On the eve of the largest EuroTier ever, Germany has grown to become the undisputed market leader in swine production in Europe. Germany has had only growth figures since about 2005. With plenty of challenges ahead for the swine industry, will the country be able to retain this leading position in the decades to come?

By Hans-Wilhelm Windhorst, professor emeritus for comparative structural analysis, Institute for Spatial Analysis and Planning in Areas of Intensive Agriculture (ISPA), University of Vechta, Germany

Until 2005, Germany had a negative balance of trade with pig meat. Within a few years the situation changed completely, Germany has now become one of the leading pig meat exporting countries and in 2011 surpassed the Netherlands, Denmark and even the USA. On one hand this documents shows the competitiveness of the German pig farmers and the leading packers, on the other hand, it shows how much the dependence on the volatility of the global market has increased.

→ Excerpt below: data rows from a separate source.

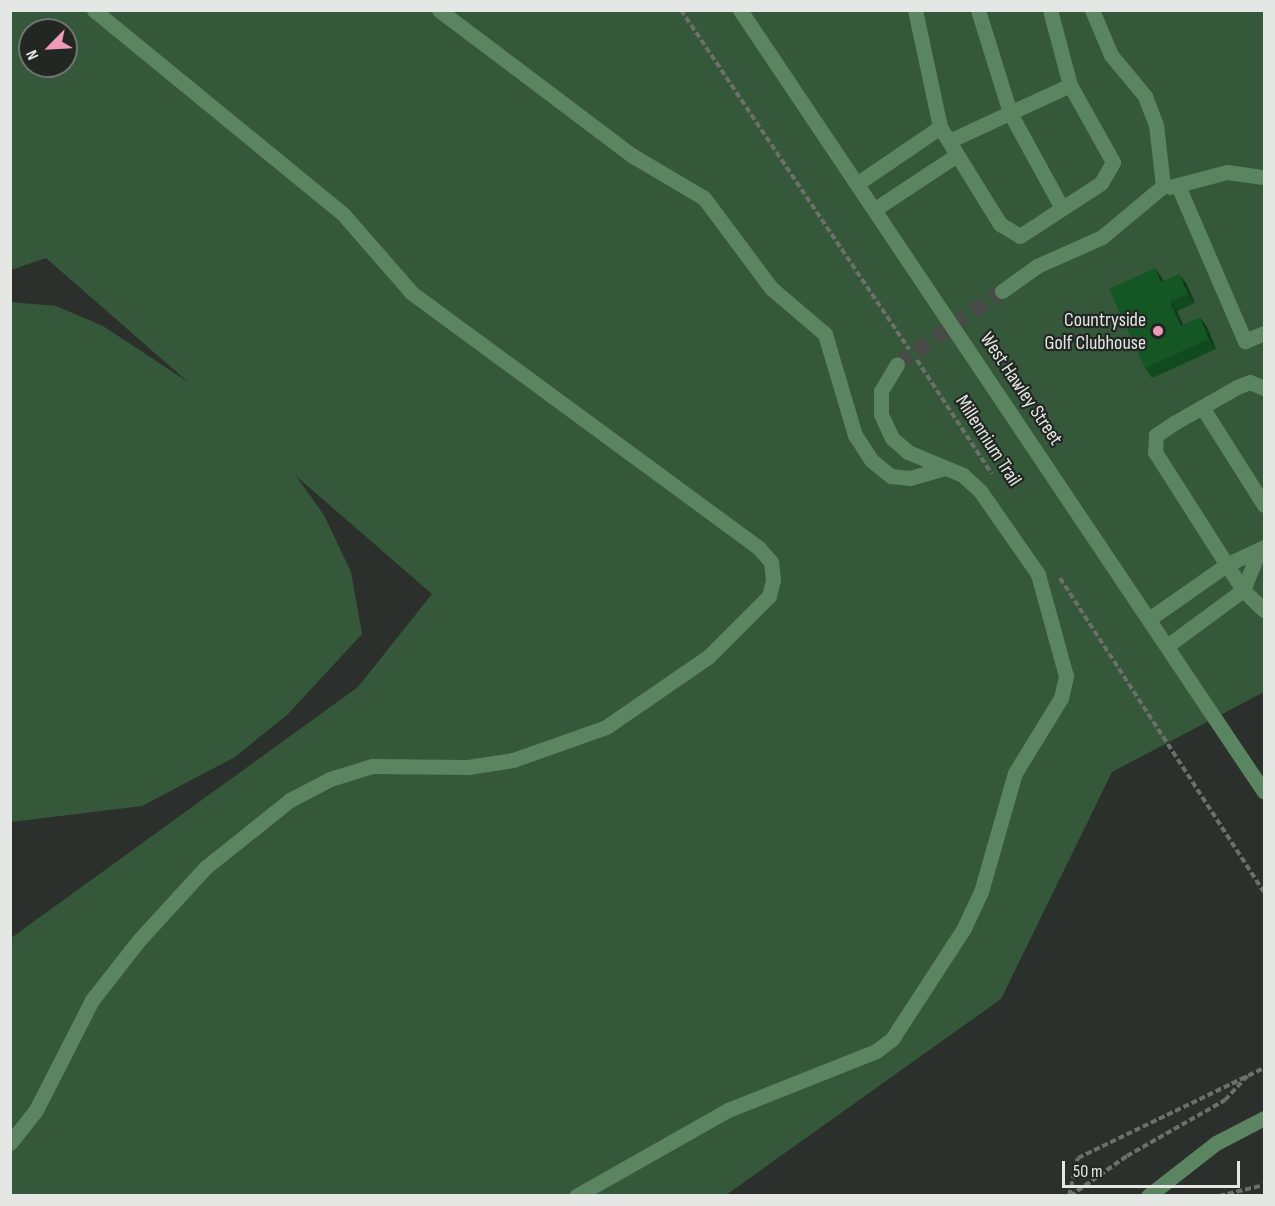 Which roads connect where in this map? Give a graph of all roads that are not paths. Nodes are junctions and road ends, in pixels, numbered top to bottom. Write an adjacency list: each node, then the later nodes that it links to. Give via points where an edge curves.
1 (94, 10): 32 (street, via 342,214 411,292 759,548 771,562 773,580 769,596 708,657 606,727 513,760 468,767 372,766 330,779 290,800 206,867 139,940 92,1000 36,1110)
2 (439, 10): 22 (street, via 633,156 704,198 771,288 825,334 855,435 871,459 891,476 910,478)
3 (740, 10): 13 (street, West Hawley Street)
4 (915, 10): 10 (street)
5 (978, 10): 9 (street)
6 (1050, 10): 8 (street)
7 (1092, 10): 14 (street, via 1111,55 1145,96)
8 (1070, 85): 9 (street); 15 (street, via 1113,162 1101,183)
9 (1010, 113): 11 (street); 15 (street)
10 (940, 127): 11 (street); 13 (street)
11 (953, 148): 15 (street, via 1000,224 1020,236); 16 (street)
12 (1264, 177): 14 (street, via 1227,172)
13 (858, 183): 16 (street, West Hawley Street)
14 (1171, 187): 17 (street, via 1102,237 1037,266); 18 (street, via 1245,341)
15 (1062, 208)
16 (875, 209): 28 (street, West Hawley Street)
17 (1002, 291)
18 (1264, 333)
19 (897, 364): 22 (street, via 881,391 881,414 892,438)
20 (1264, 388): 21 (street, via 1250,382)
21 (1202, 407): 23 (street); 25 (street, via 1156,435 1155,452)
22 (944, 468): 33 (street, via 963,476 980,491 1038,574 1050,600 1066,676 1061,698 1015,772 981,892 964,928 892,1039 876,1051 728,1110)
23 (1264, 505)
24 (1262, 549): 25 (street); 26 (street)
25 (1226, 565): 26 (street); 28 (street)
26 (1244, 590): 27 (street); 29 (street)
27 (1264, 610)
28 (1149, 619): 29 (street, West Hawley Street)
29 (1167, 646): 30 (street, West Hawley Street)
30 (1264, 792)
31 (1264, 1118): 34 (street, via 1216,1143)
32 (10, 1143)
33 (576, 1196)
34 (1148, 1196) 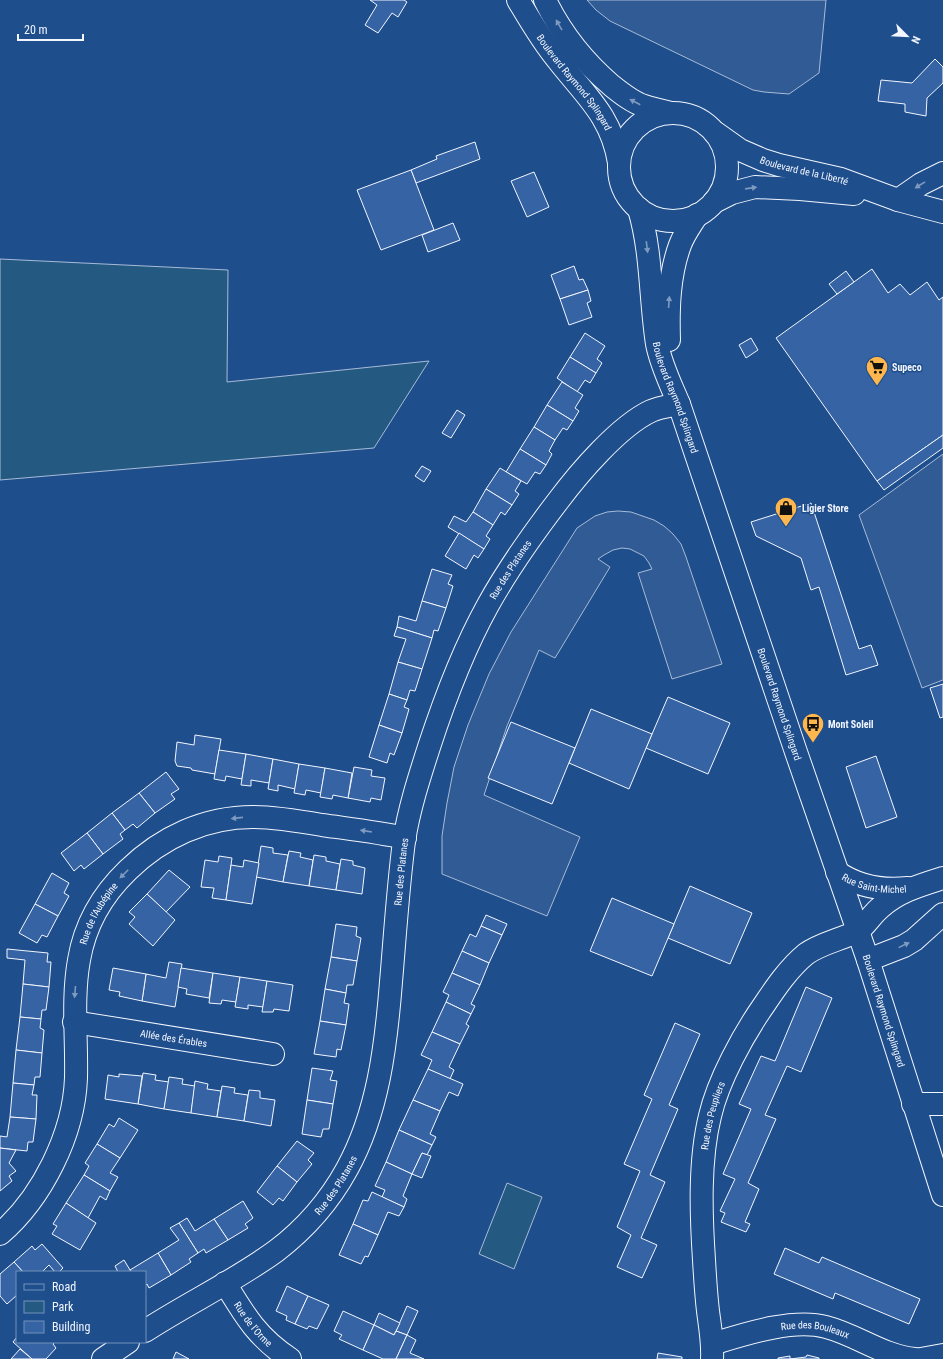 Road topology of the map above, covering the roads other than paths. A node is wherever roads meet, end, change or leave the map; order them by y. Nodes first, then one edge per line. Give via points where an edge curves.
1 (518, 0) edge
2 (545, 0) edge
3 (672, 113) junction
4 (715, 132) junction
5 (620, 168) junction
6 (943, 173) edge
7 (898, 200) junction
8 (714, 202) junction
9 (639, 209) junction
10 (943, 212) edge
11 (697, 215) junction
12 (679, 404) junction
13 (404, 838) junction
14 (837, 872) junction
15 (943, 878) edge
16 (914, 888) junction
17 (943, 914) edge
18 (858, 931) junction
19 (868, 960) junction
20 (74, 1022) junction
21 (273, 1054) dead end
22 (913, 1104) junction
23 (943, 1104) edge
24 (943, 1195) edge
25 (0, 1234) edge
26 (225, 1283) junction
27 (146, 1330) edge
28 (127, 1343) edge
29 (712, 1351) edge
30 (943, 1355) edge
31 (103, 1359) edge
32 (290, 1359) edge
33 (915, 1359) edge
34 (921, 1359) edge

1 - 5 street, Boulevard Raymond Splingard via 554,55 594,102 615,143
3 -> 2 street, Boulevard Raymond Splingard via 633,101 602,78 560,29
3 - 4 street via 698,119
3 - 5 street via 655,116 634,129 624,144
4 - 7 street, Boulevard de la Liberté via 740,150 763,160 842,179
4 - 8 street via 724,147 727,170 723,187
5 - 9 street via 624,188
6 -> 7 street
8 -> 7 street, Boulevard de la Liberté via 742,189 755,187 811,189
7 - 10 street, Boulevard de la Liberté
8 - 11 street
9 - 11 street via 664,220 681,220
9 -> 12 street, Boulevard Raymond Splingard via 646,240 657,345
12 -> 11 street via 669,341 669,301 680,245
12 - 13 street, Rue des Platanes via 659,408 641,417 606,447 569,486 508,570 474,632 443,705 420,774
12 - 14 street, Boulevard Raymond Splingard
13 -> 20 street, Rue de l'Aubépine via 253,817 215,821 173,836 149,851 125,873 110,889 94,913 79,960
13 - 26 street, Rue des Platanes via 382,1058 373,1103 358,1146 347,1170 331,1194 299,1231 266,1258
14 - 16 street, Rue Saint-Michel via 854,882 873,888
14 - 18 street, Boulevard Raymond Splingard
15 - 16 street, Rue Saint-Michel
16 - 18 street, Rue Saint-Michel via 884,904
19 -> 17 street via 914,940
18 - 19 street, Boulevard Raymond Splingard
18 - 29 street, Rue des Peupliers via 810,951 786,974 747,1031 714,1102 705,1138 702,1208 705,1282
19 - 22 street, Boulevard Raymond Splingard
20 - 21 street, Allée des Érables
20 - 25 street, Rue de l'Aubépine via 76,1080 65,1134 49,1170 35,1193 14,1221
22 - 23 street
22 - 24 street, Boulevard Raymond Splingard
26 - 27 street, Rue des Platanes
26 - 32 street, Rue de l'Orme via 252,1326
28 - 31 street
29 - 33 street, Rue des Bouleaux via 774,1328 803,1324 826,1327 889,1353
30 - 34 street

This article aims to document the main driving factors behind the remarkable dynamics and analyse the chances and risks of the German swine industry in a global market for pork.

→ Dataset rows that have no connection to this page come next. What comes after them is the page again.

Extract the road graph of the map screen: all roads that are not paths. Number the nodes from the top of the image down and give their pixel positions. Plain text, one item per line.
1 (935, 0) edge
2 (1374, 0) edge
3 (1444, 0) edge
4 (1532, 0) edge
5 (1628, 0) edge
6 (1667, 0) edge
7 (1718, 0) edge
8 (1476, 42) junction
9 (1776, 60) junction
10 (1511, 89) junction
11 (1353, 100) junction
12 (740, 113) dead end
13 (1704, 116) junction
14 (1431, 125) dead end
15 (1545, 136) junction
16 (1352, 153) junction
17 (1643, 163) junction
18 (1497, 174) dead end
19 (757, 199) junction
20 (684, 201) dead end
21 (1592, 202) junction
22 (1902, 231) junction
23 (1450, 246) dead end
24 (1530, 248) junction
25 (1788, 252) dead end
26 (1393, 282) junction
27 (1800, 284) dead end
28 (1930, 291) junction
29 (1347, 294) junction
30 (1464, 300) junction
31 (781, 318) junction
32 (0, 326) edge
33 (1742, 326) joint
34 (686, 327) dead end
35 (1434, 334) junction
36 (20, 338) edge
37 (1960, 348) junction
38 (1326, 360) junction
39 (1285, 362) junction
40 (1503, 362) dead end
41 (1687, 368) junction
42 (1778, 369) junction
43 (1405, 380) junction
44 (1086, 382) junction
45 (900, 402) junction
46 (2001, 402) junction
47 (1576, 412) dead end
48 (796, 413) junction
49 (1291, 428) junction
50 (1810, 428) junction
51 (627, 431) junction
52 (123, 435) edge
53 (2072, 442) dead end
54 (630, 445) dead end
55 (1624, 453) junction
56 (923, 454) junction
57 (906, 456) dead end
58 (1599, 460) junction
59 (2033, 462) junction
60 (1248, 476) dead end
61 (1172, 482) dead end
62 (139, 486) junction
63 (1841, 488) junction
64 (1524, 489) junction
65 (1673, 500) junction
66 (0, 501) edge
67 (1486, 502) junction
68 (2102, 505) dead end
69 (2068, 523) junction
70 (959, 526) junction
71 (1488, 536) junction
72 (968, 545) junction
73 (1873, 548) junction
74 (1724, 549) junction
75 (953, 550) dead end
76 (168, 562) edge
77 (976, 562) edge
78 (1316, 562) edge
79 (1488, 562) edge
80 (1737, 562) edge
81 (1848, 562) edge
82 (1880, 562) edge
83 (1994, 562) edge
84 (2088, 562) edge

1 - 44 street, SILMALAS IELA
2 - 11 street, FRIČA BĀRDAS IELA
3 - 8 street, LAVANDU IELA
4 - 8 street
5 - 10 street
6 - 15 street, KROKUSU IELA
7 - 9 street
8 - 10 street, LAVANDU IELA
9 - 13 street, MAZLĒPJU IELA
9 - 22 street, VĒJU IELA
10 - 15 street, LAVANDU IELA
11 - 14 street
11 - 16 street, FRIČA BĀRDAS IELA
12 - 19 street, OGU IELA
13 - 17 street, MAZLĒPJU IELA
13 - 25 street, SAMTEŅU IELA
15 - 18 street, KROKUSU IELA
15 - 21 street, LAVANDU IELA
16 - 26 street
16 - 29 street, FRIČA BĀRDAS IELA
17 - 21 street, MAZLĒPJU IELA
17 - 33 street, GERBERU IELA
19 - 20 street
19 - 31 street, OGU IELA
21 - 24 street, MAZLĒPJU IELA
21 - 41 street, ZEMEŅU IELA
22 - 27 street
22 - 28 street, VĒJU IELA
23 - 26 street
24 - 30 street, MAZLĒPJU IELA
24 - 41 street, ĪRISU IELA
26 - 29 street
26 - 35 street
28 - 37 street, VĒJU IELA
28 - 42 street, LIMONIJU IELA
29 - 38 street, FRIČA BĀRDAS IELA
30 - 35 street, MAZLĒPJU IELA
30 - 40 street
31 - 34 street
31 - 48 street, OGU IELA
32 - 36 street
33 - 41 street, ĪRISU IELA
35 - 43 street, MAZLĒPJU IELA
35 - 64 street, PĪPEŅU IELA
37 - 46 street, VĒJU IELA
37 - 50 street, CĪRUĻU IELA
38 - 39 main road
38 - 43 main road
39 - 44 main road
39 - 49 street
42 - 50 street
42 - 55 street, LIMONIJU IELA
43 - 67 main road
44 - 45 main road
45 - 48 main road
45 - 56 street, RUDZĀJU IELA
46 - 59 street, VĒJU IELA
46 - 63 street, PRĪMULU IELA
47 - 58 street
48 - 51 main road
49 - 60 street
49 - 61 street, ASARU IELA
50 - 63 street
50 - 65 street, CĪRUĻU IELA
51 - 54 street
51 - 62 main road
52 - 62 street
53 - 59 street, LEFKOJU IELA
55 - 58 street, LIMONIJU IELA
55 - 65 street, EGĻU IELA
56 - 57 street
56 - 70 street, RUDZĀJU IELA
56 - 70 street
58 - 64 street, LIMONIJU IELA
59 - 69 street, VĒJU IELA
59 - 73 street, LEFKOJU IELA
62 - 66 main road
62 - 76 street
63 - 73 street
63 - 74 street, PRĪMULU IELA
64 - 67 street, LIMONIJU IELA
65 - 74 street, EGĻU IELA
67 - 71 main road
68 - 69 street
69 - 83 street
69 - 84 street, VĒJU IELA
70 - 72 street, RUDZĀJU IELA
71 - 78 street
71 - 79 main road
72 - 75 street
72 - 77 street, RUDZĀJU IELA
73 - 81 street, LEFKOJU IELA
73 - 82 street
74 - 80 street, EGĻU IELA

Leading position in the EU
In 2011, Germany contributed 24% to total pig meat production in the European Union (see Table 1). Over the past years, this position could be fastened because of a continuous increase in the number of slaughtered pigs. Of the 59.7 million pigs which were slaughtered in 2011, the for leading companies (Tönnies, Vion, Westfleisch and Danish Crown) shared 60%.

The ongoing sectoral concentration is an important steering factor for the success in the global pork market. These companies are able to supply the EU and non-EU countries with high quality pig meat for a competitive price. One major reason for the low prices which these companies can offer is the comparatively low labour costs. However, the employment of a low wage labour force is being discussed and it might happen that this will no longer be possible within a few years.

Exports to non-EU countries
The increase in the production volume resulted in a growing self-sufficiency rate from 96% in 2006 to 115% in 2011. The surplus in the trade with pig meat increased from only 41,000 tonnes in 2005 to 1.4 million tonnes in 2011. Of the 2.8 million tonnes of pork exported in 2011, 28% were sold in non-EU countries (see Table 2), in 2009 it had only been 17%. The leading non-EU countries of destination were Russia with an import volume of almost 299,000 tonnes and Hong Kong with 196,000 tonnes.

Together they shared almost two thirds of the exports to non-EU countries. Besides low prices, the export success is a result of ilateral veterinary trade negotiations between Germany and the importing countries and the comprehensive implementation of the QS-System (Quality and Safety). The growing dependence on exports to countries outside the EU comprises, however, several risks. As Germany has to import large amounts of feed components, one risk is the volatility of the world market for these components.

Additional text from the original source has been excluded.